In urban planning and transportation studies, understanding pedestrian movement patterns is crucial for designing safer and more efficient public spaces. Previous methods like manual observation or GPS tracking have limitations in coverage and cost. Computer vision offers a scalable alternative through video analysis.

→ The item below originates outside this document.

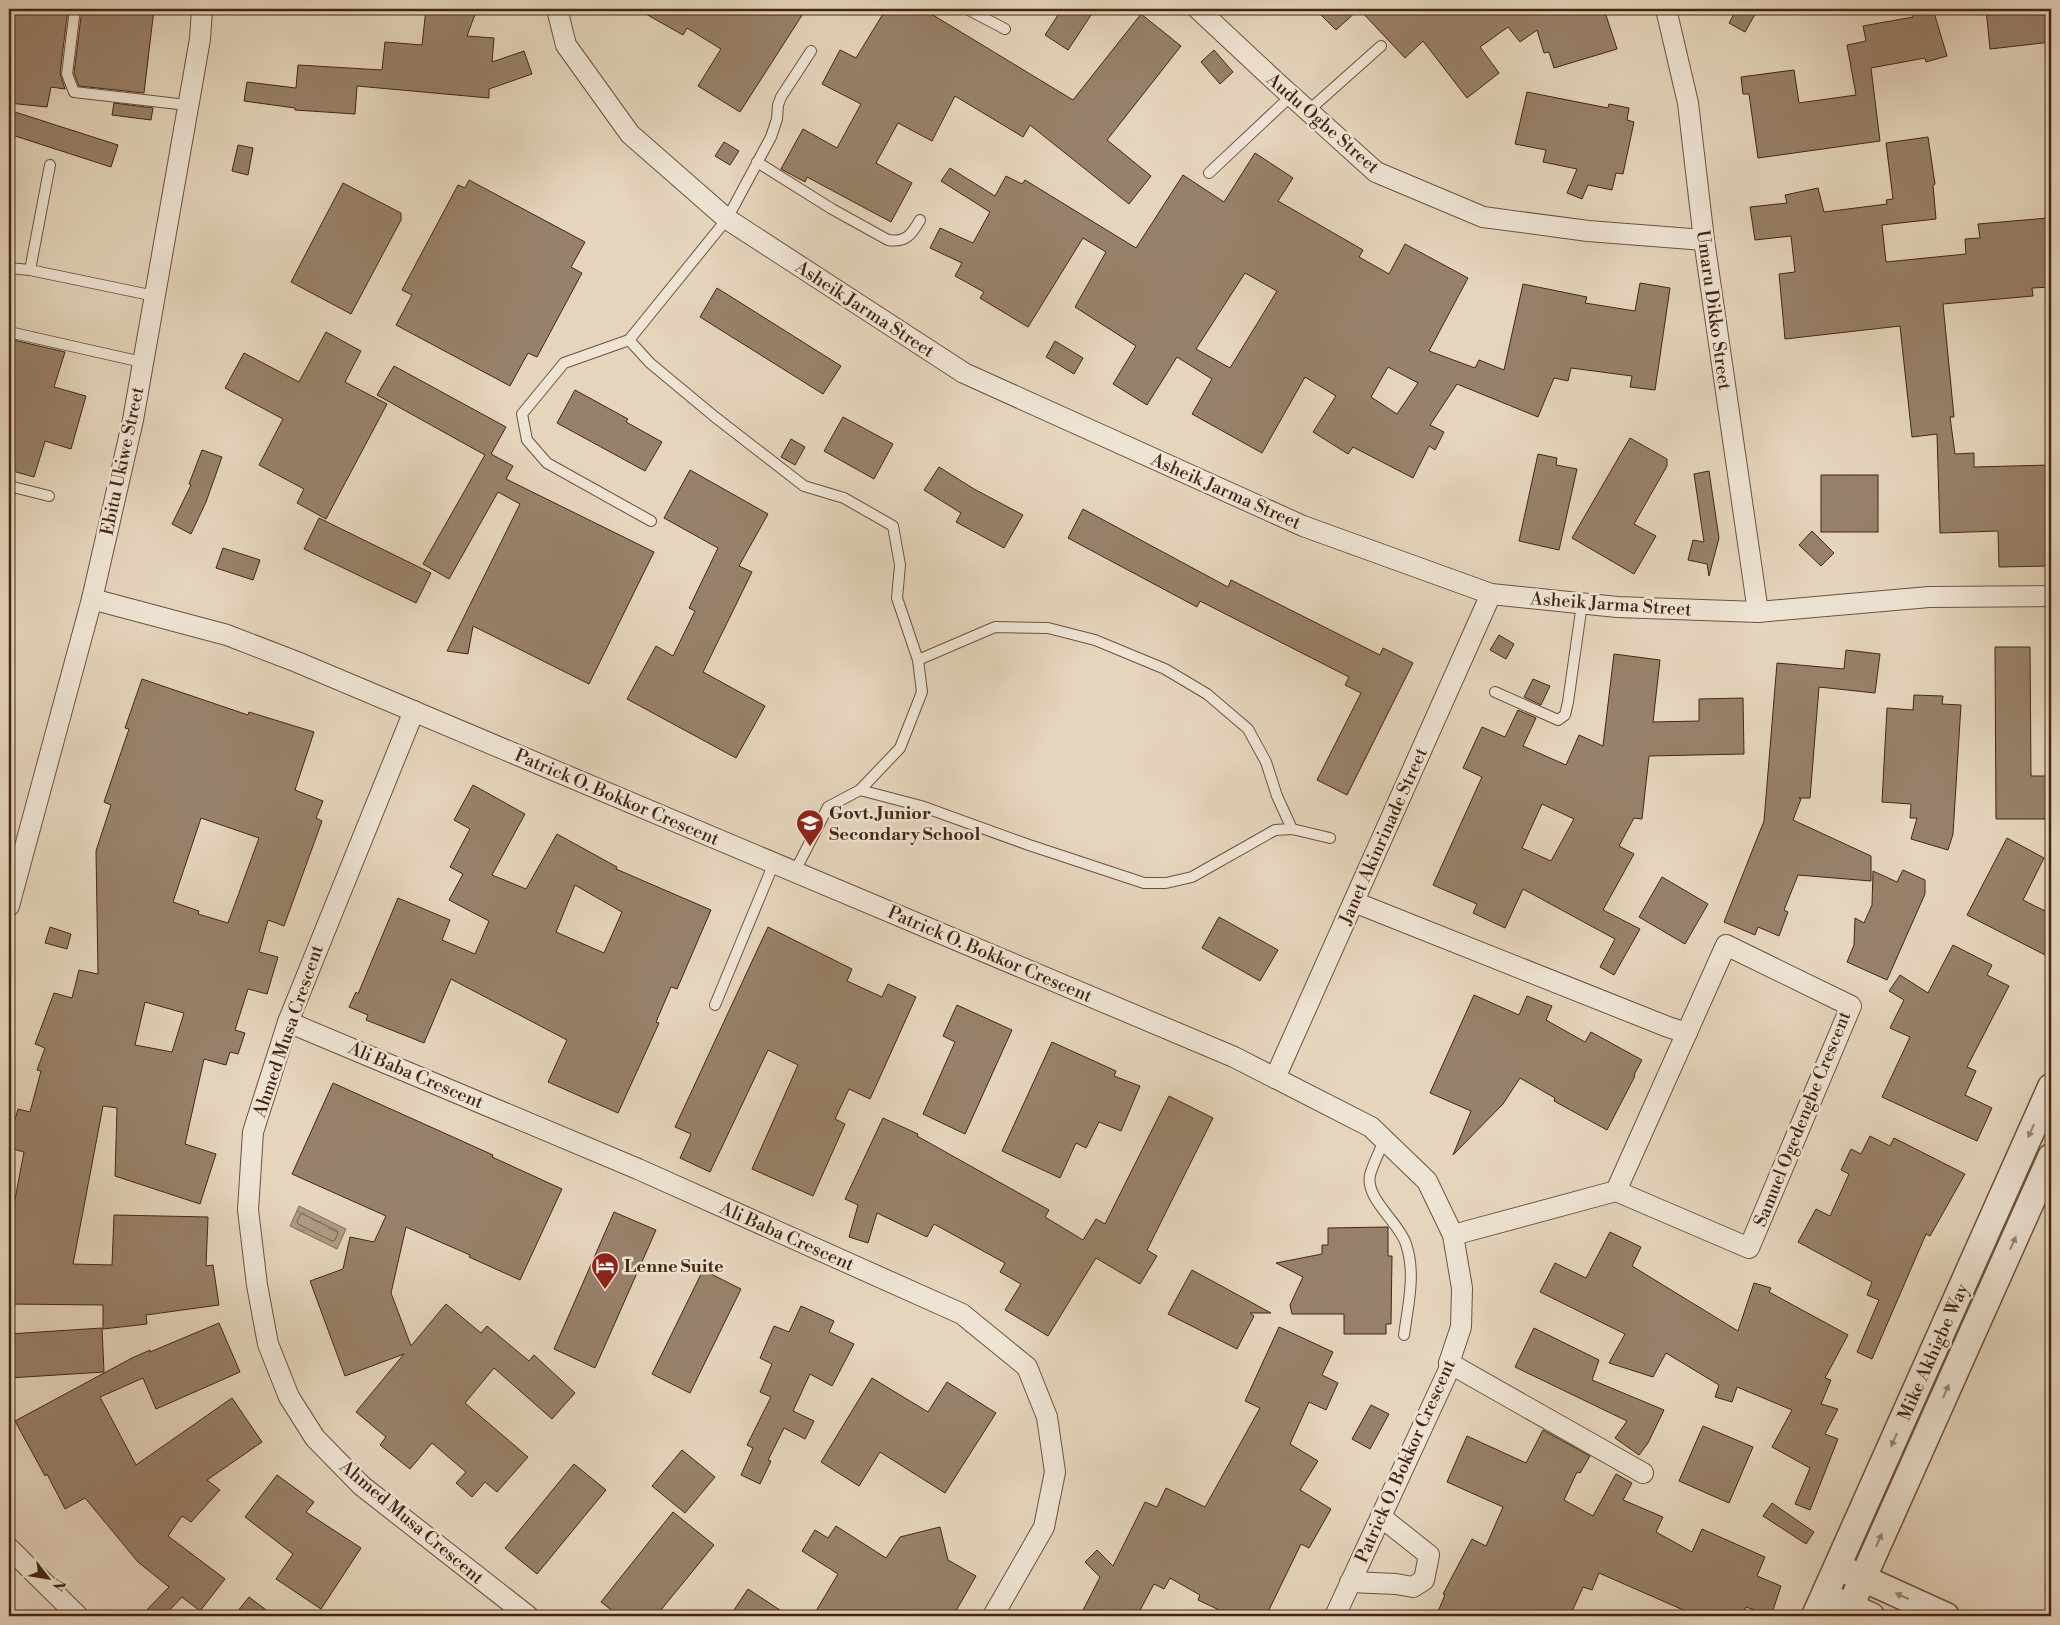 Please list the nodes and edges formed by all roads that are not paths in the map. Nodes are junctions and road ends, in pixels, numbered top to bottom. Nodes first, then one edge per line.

This article demonstrates how to extract pedestrian trajectories from street video footage using open-source tools. I'll use YOLOX-Tiny for real-time person detection and implement a custom centroid-based tracker to generate structured JSON trajectory data. The sample videos used in this project were captured on a smartphone, which keeps the setup lightweight and easy to deploy.

Methodology

Person Detection with YOLOX-Tiny

YOLOX-Tiny is a lightweight object detection model optimized for real-time inference. I use the ONNX export for cross-platform compatibility with OpenCV and ONNX Runtime.

The detection pipeline:

Preprocessing: Letterbox resizing to maintain aspect ratio
Inference: YOLOX model processes the frame
Postprocessing: Convert detections to bounding boxes
Filtering: Confidence thresholding and non-maximum suppression

Centroid-Based Tracking

For tracking detected persons across frames, I implement a simple but effective centroid tracker:

Each detection's bounding box center becomes a centroid
Tracks are maintained by matching centroids between frames
New tracks are registered for unmatched detections
Lost tracks are deregistered after a maximum disappearance threshold
For visualize, footage tracks are also detected

Trajectory Analysis

For each complete trajectory, I extract:

Duration: Total time the person was tracked
Distance: Total pixels traveled
Direction: Movement angle in degrees
Start/End positions: Entry and exit points
Screen exit detection: Whether the person left the frame

Implementation

Setup and Dependencies

# Required packages
pip install opencv-python numpy onnxruntime

# Download YOLOX-Tiny ONNX model
# From: https://github.com/Megvii-BaseDetection/YOLOX

Core Detection Function

def detect_persons(frame, session):
    # Preprocess frame
    blob, ratio = preprocess_yolox(frame, 416, 416)

    # Run inference
    output = session.run(None, {session.get_inputs()[0].name: blob})[0]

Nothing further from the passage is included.